= Rancho Yerba Buena =

Mexican land grant in California

Rancho Yerba Buena or Rancho Socayre was a 24332 acre Mexican land grant in present-day Santa Clara County, California given in 1833 by Governor José Figueroa to Antonio Chaboya (also spelled Chavoya or Chabolla). The grant was between Coyote Creek on the west and the foothills, and encompassed present day Evergreen neighborhood of southeast San José.

==History==
Francisco Xavier Antonio Chaboya (1803-1865) was the son of De Anza Expedition soldier Marcos Chaboya, and a brother of Anastasio Chaboya, grantee of Rancho Sanjon de los Moquelumnes. Antonio Chaboya married his first wife Maria Juliana Feliciana Rosario Buitron in 1826. After her death, he married Maria Ramona Encarnacion Higuera in 1846.

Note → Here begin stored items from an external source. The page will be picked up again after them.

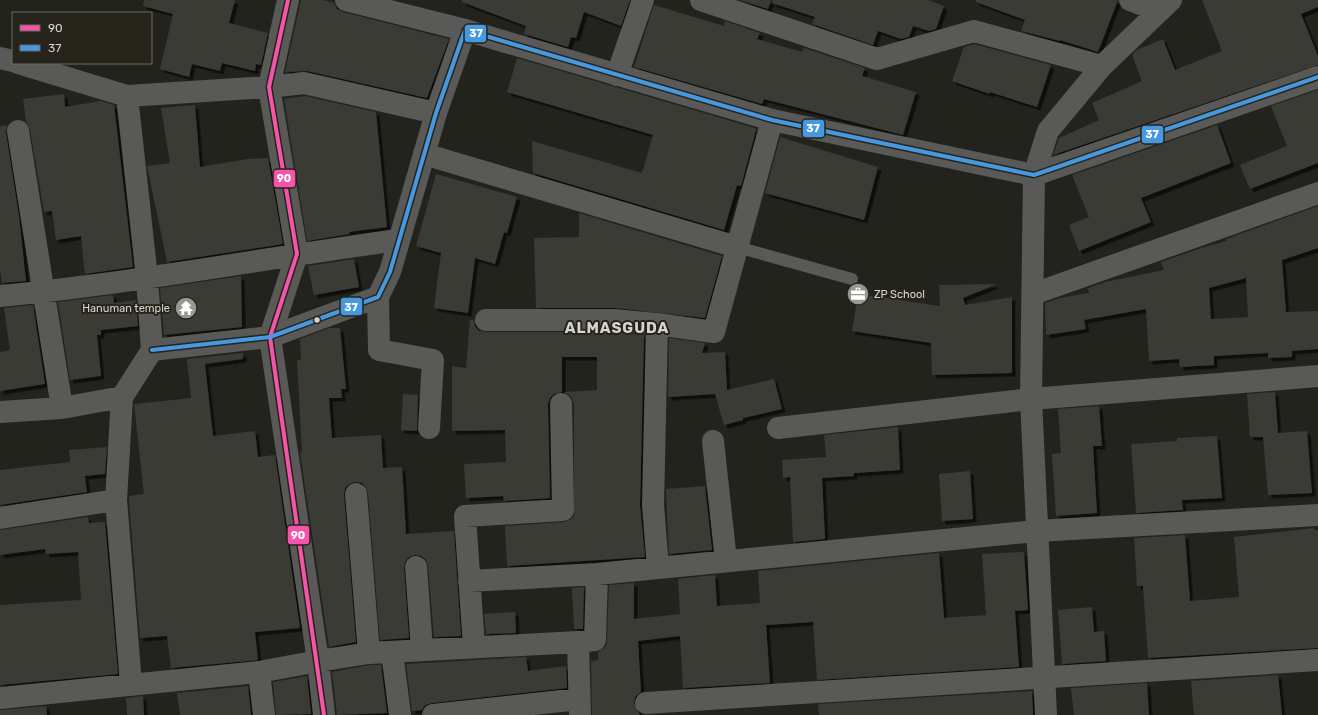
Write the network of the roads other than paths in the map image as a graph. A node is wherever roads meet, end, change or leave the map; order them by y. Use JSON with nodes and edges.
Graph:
{"nodes":[{"id":1,"x":288,"y":0,"type":"edge"},
{"id":2,"x":346,"y":0,"type":"edge"},
{"id":3,"x":643,"y":0,"type":"edge"},
{"id":4,"x":701,"y":0,"type":"edge"},
{"id":5,"x":1130,"y":0,"type":"edge"},
{"id":6,"x":1165,"y":6,"type":"edge"},
{"id":7,"x":465,"y":30,"type":"junction"},
{"id":8,"x":0,"y":58,"type":"edge"},
{"id":9,"x":12,"y":61,"type":"edge"},
{"id":10,"x":21,"y":64,"type":"edge"},
{"id":11,"x":1102,"y":66,"type":"junction"},
{"id":12,"x":617,"y":75,"type":"junction"},
{"id":13,"x":1318,"y":77,"type":"edge"},
{"id":14,"x":269,"y":88,"type":"junction"},
{"id":15,"x":127,"y":96,"type":"junction"},
{"id":16,"x":436,"y":114,"type":"junction"},
{"id":17,"x":772,"y":120,"type":"junction"},
{"id":18,"x":18,"y":132,"type":"dead end"},
{"id":19,"x":424,"y":154,"type":"junction"},
{"id":20,"x":1034,"y":175,"type":"junction"},
{"id":21,"x":1318,"y":193,"type":"edge"},
{"id":22,"x":398,"y":240,"type":"junction"},
{"id":23,"x":737,"y":247,"type":"junction"},
{"id":24,"x":297,"y":254,"type":"junction"},
{"id":25,"x":147,"y":278,"type":"junction"},
{"id":26,"x":852,"y":279,"type":"dead end"},
{"id":27,"x":45,"y":292,"type":"junction"},
{"id":28,"x":1033,"y":294,"type":"junction"},
{"id":29,"x":0,"y":296,"type":"edge"},
{"id":30,"x":378,"y":297,"type":"junction"},
{"id":31,"x":486,"y":320,"type":"dead end"},
{"id":32,"x":657,"y":324,"type":"junction"},
{"id":33,"x":270,"y":337,"type":"junction"},
{"id":34,"x":152,"y":350,"type":"junction"},
{"id":35,"x":1318,"y":376,"type":"edge"},
{"id":36,"x":122,"y":397,"type":"junction"},
{"id":37,"x":1031,"y":399,"type":"junction"},
{"id":38,"x":561,"y":404,"type":"dead end"},
{"id":39,"x":62,"y":408,"type":"junction"},
{"id":40,"x":0,"y":412,"type":"edge"},
{"id":41,"x":429,"y":428,"type":"dead end"},
{"id":42,"x":778,"y":428,"type":"dead end"},
{"id":43,"x":713,"y":440,"type":"dead end"},
{"id":44,"x":356,"y":494,"type":"dead end"},
{"id":45,"x":116,"y":500,"type":"junction"},
{"id":46,"x":1318,"y":515,"type":"edge"},
{"id":47,"x":0,"y":518,"type":"edge"},
{"id":48,"x":1036,"y":531,"type":"junction"},
{"id":49,"x":726,"y":561,"type":"junction"},
{"id":50,"x":416,"y":567,"type":"dead end"},
{"id":51,"x":658,"y":568,"type":"junction"},
{"id":52,"x":597,"y":574,"type":"junction"},
{"id":53,"x":469,"y":581,"type":"junction"},
{"id":54,"x":578,"y":642,"type":"junction"},
{"id":55,"x":474,"y":647,"type":"junction"},
{"id":56,"x":422,"y":650,"type":"junction"},
{"id":57,"x":392,"y":652,"type":"junction"},
{"id":58,"x":369,"y":653,"type":"junction"},
{"id":59,"x":1318,"y":660,"type":"edge"},
{"id":60,"x":318,"y":661,"type":"junction"},
{"id":61,"x":259,"y":672,"type":"junction"},
{"id":62,"x":1045,"y":677,"type":"junction"},
{"id":63,"x":131,"y":684,"type":"junction"},
{"id":64,"x":0,"y":698,"type":"edge"},
{"id":65,"x":646,"y":703,"type":"dead end"},
{"id":66,"x":579,"y":707,"type":"edge"},
{"id":67,"x":264,"y":715,"type":"edge"},
{"id":68,"x":324,"y":715,"type":"edge"},
{"id":69,"x":400,"y":715,"type":"edge"},
{"id":70,"x":433,"y":715,"type":"edge"},
{"id":71,"x":1046,"y":715,"type":"edge"}],
"edges":[{"from":1,"to":14,"type":"street"},
{"from":2,"to":7,"type":"street"},
{"from":3,"to":12,"type":"street"},
{"from":4,"to":11,"type":"street"},
{"from":5,"to":6,"type":"street"},
{"from":6,"to":11,"type":"street"},
{"from":7,"to":12,"type":"street"},
{"from":7,"to":16,"type":"street"},
{"from":8,"to":9,"type":"street"},
{"from":10,"to":15,"type":"street"},
{"from":11,"to":20,"type":"street"},
{"from":12,"to":17,"type":"street"},
{"from":13,"to":20,"type":"street"},
{"from":14,"to":15,"type":"street"},
{"from":14,"to":16,"type":"street"},
{"from":14,"to":24,"type":"street"},
{"from":15,"to":25,"type":"street"},
{"from":16,"to":19,"type":"street"},
{"from":17,"to":20,"type":"street"},
{"from":17,"to":23,"type":"street"},
{"from":18,"to":27,"type":"street"},
{"from":19,"to":22,"type":"street"},
{"from":19,"to":23,"type":"street"},
{"from":20,"to":28,"type":"street"},
{"from":21,"to":28,"type":"street"},
{"from":22,"to":24,"type":"street"},
{"from":22,"to":30,"type":"street"},
{"from":23,"to":26,"type":"lane"},
{"from":23,"to":32,"type":"street"},
{"from":24,"to":25,"type":"street"},
{"from":24,"to":33,"type":"street"},
{"from":25,"to":27,"type":"street"},
{"from":25,"to":34,"type":"street"},
{"from":27,"to":29,"type":"street"},
{"from":27,"to":39,"type":"street"},
{"from":28,"to":37,"type":"street"},
{"from":30,"to":33,"type":"street"},
{"from":30,"to":41,"type":"street"},
{"from":31,"to":32,"type":"street"},
{"from":32,"to":51,"type":"street"},
{"from":33,"to":34,"type":"street"},
{"from":33,"to":60,"type":"street"},
{"from":34,"to":36,"type":"street"},
{"from":35,"to":37,"type":"street"},
{"from":36,"to":39,"type":"street"},
{"from":36,"to":45,"type":"street"},
{"from":37,"to":42,"type":"street"},
{"from":37,"to":48,"type":"street"},
{"from":38,"to":53,"type":"street"},
{"from":39,"to":40,"type":"street"},
{"from":43,"to":49,"type":"street"},
{"from":44,"to":58,"type":"street"},
{"from":45,"to":47,"type":"street"},
{"from":45,"to":63,"type":"street"},
{"from":46,"to":48,"type":"street"},
{"from":48,"to":49,"type":"street"},
{"from":48,"to":62,"type":"street"},
{"from":49,"to":51,"type":"street"},
{"from":50,"to":56,"type":"street"},
{"from":51,"to":52,"type":"street"},
{"from":52,"to":53,"type":"street"},
{"from":52,"to":54,"type":"street"},
{"from":53,"to":55,"type":"street"},
{"from":54,"to":55,"type":"street"},
{"from":54,"to":66,"type":"street"},
{"from":55,"to":56,"type":"street"},
{"from":56,"to":57,"type":"street"},
{"from":57,"to":58,"type":"street"},
{"from":57,"to":69,"type":"street"},
{"from":58,"to":60,"type":"street"},
{"from":59,"to":62,"type":"street"},
{"from":60,"to":61,"type":"street"},
{"from":60,"to":68,"type":"street"},
{"from":61,"to":63,"type":"street"},
{"from":61,"to":67,"type":"street"},
{"from":62,"to":65,"type":"street"},
{"from":62,"to":71,"type":"street"},
{"from":63,"to":64,"type":"street"},
{"from":66,"to":70,"type":"street"}]}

With the cession of California to the United States following the Mexican–American War, the 1848 Treaty of Guadalupe Hidalgo provided that the land grants would be honored. As required by the Land Act of 1851, a claim for Rancho Yerba Buena was filed with the Public Land Commission in 1852, and the grant was patented to Antonio Chaboya in 1859.

Gustave Touchard (1818-1888) bought part of Rancho Yerba Buena from Chaboya. Touchard was a San Francisco furniture dealer, and president of the Union Insurance Company from 1866 to 1888. During a lengthy court proceeding regarding a boundary dispute, squatters settled on portions of the property. In 1861, San Jose sheriff Murphy evicted the squatters. Antonio Chaboya died in 1865, leaving the property to his family. His son, Francisco Chaboya, and nephew, Salvador Chaboya (1837-) were named as executors of the will.

The marshy area of the rancho known as Laguna Socayre was drained for farmland, and is now the site of Lake Cunningham Park and Eastridge Mall in San José; Lake Cunningham serves as a storm water retention basin.